→ Records shown
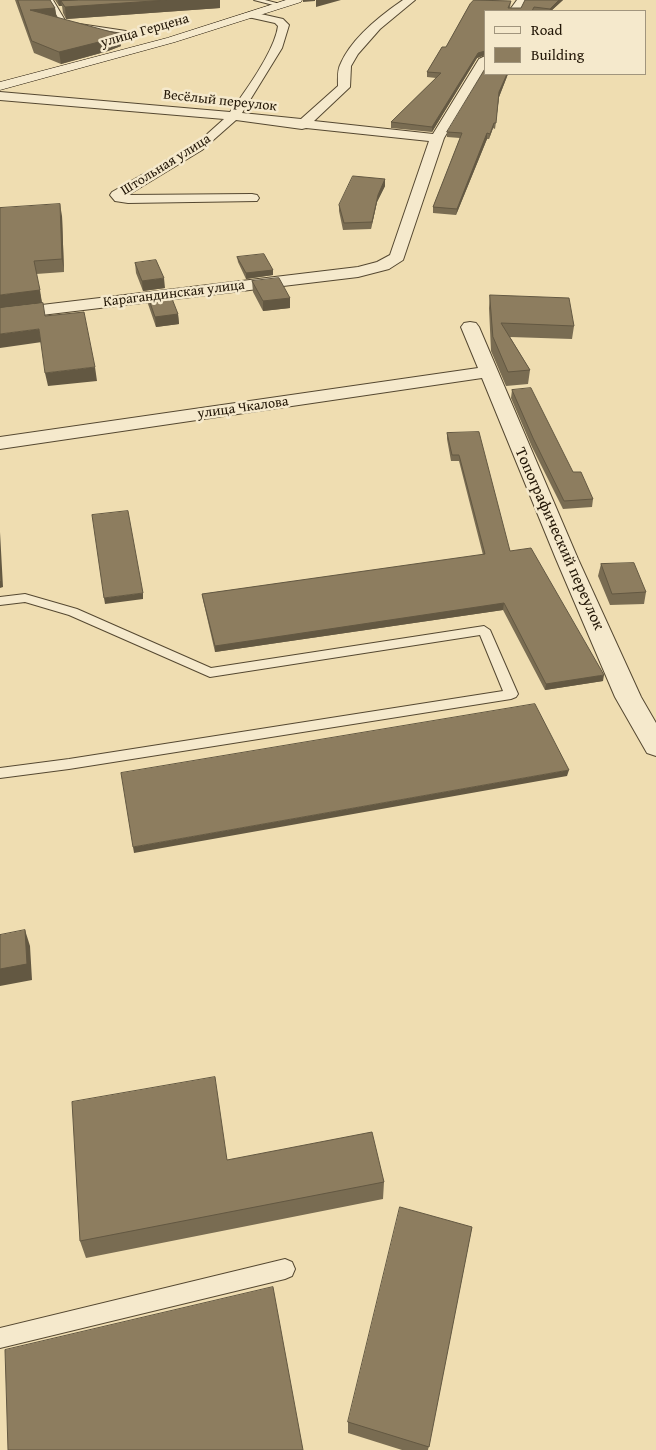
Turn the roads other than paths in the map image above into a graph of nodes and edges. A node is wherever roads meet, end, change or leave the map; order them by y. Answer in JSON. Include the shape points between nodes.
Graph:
{"nodes":[{"id":1,"x":50,"y":0,"type":"edge"},
{"id":2,"x":257,"y":0,"type":"edge"},
{"id":3,"x":297,"y":0,"type":"edge"},
{"id":4,"x":410,"y":0,"type":"edge"},
{"id":5,"x":281,"y":5,"type":"junction"},
{"id":6,"x":65,"y":9,"type":"edge"},
{"id":7,"x":55,"y":10,"type":"junction"},
{"id":8,"x":252,"y":15,"type":"junction"},
{"id":9,"x":123,"y":31,"type":"dead end"},
{"id":10,"x":483,"y":62,"type":"edge"},
{"id":11,"x":0,"y":86,"type":"edge"},
{"id":12,"x":0,"y":96,"type":"edge"},
{"id":13,"x":233,"y":116,"type":"junction"},
{"id":14,"x":302,"y":125,"type":"junction"},
{"id":15,"x":437,"y":138,"type":"junction"},
{"id":16,"x":252,"y":198,"type":"dead end"},
{"id":17,"x":0,"y":315,"type":"edge"},
{"id":18,"x":470,"y":327,"type":"dead end"},
{"id":19,"x":487,"y":372,"type":"junction"},
{"id":20,"x":0,"y":443,"type":"edge"},
{"id":21,"x":0,"y":601,"type":"edge"},
{"id":22,"x":656,"y":746,"type":"edge"},
{"id":23,"x":0,"y":773,"type":"edge"},
{"id":24,"x":285,"y":1268,"type":"dead end"},
{"id":25,"x":0,"y":1338,"type":"edge"}],
"edges":[{"from":1,"to":7,"type":"lane"},
{"from":2,"to":5,"type":"lane"},
{"from":3,"to":5,"type":"main road","name":"улица Герцена"},
{"from":4,"to":14,"type":"street","via":[[372,32],[347,61],[343,73],[344,87]]},
{"from":5,"to":8,"type":"main road","name":"улица Герцена"},
{"from":6,"to":7,"type":"lane"},
{"from":7,"to":9,"type":"lane","via":[[64,23]]},
{"from":8,"to":11,"type":"main road","name":"улица Герцена","via":[[126,54]]},
{"from":8,"to":13,"type":"street","name":"Штольная улица","via":[[279,21],[284,30],[275,52]]},
{"from":10,"to":15,"type":"street","name":"Карагандинская улица"},
{"from":12,"to":13,"type":"street","name":"Весёлый переулок"},
{"from":13,"to":14,"type":"street","name":"Весёлый переулок"},
{"from":13,"to":16,"type":"street","name":"Штольная улица","via":[[206,142],[117,195],[137,200]]},
{"from":14,"to":15,"type":"street","name":"Весёлый переулок"},
{"from":15,"to":17,"type":"street","name":"Карагандинская улица","via":[[397,257],[390,264],[332,275]]},
{"from":18,"to":19,"type":"street","name":"Топографический переулок"},
{"from":19,"to":20,"type":"street","name":"улица Чкалова"},
{"from":19,"to":22,"type":"street","name":"Топографический переулок","via":[[628,696]]},
{"from":21,"to":23,"type":"lane","via":[[24,598],[73,612],[210,673],[484,630],[511,694]]},
{"from":24,"to":25,"type":"lane"}]}
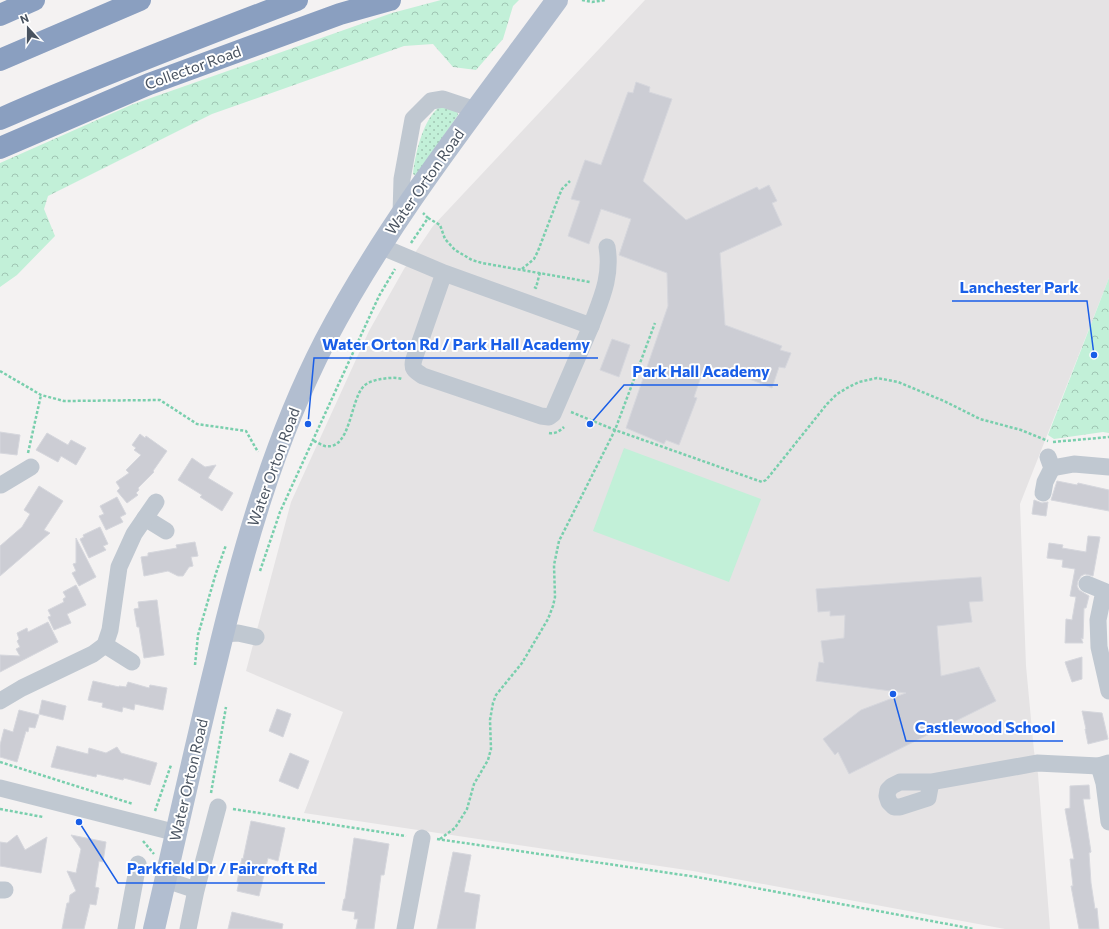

→ What is being asked
In the records above, how many lines contain the string "dead"? Only that number should be written.

→ Task output
4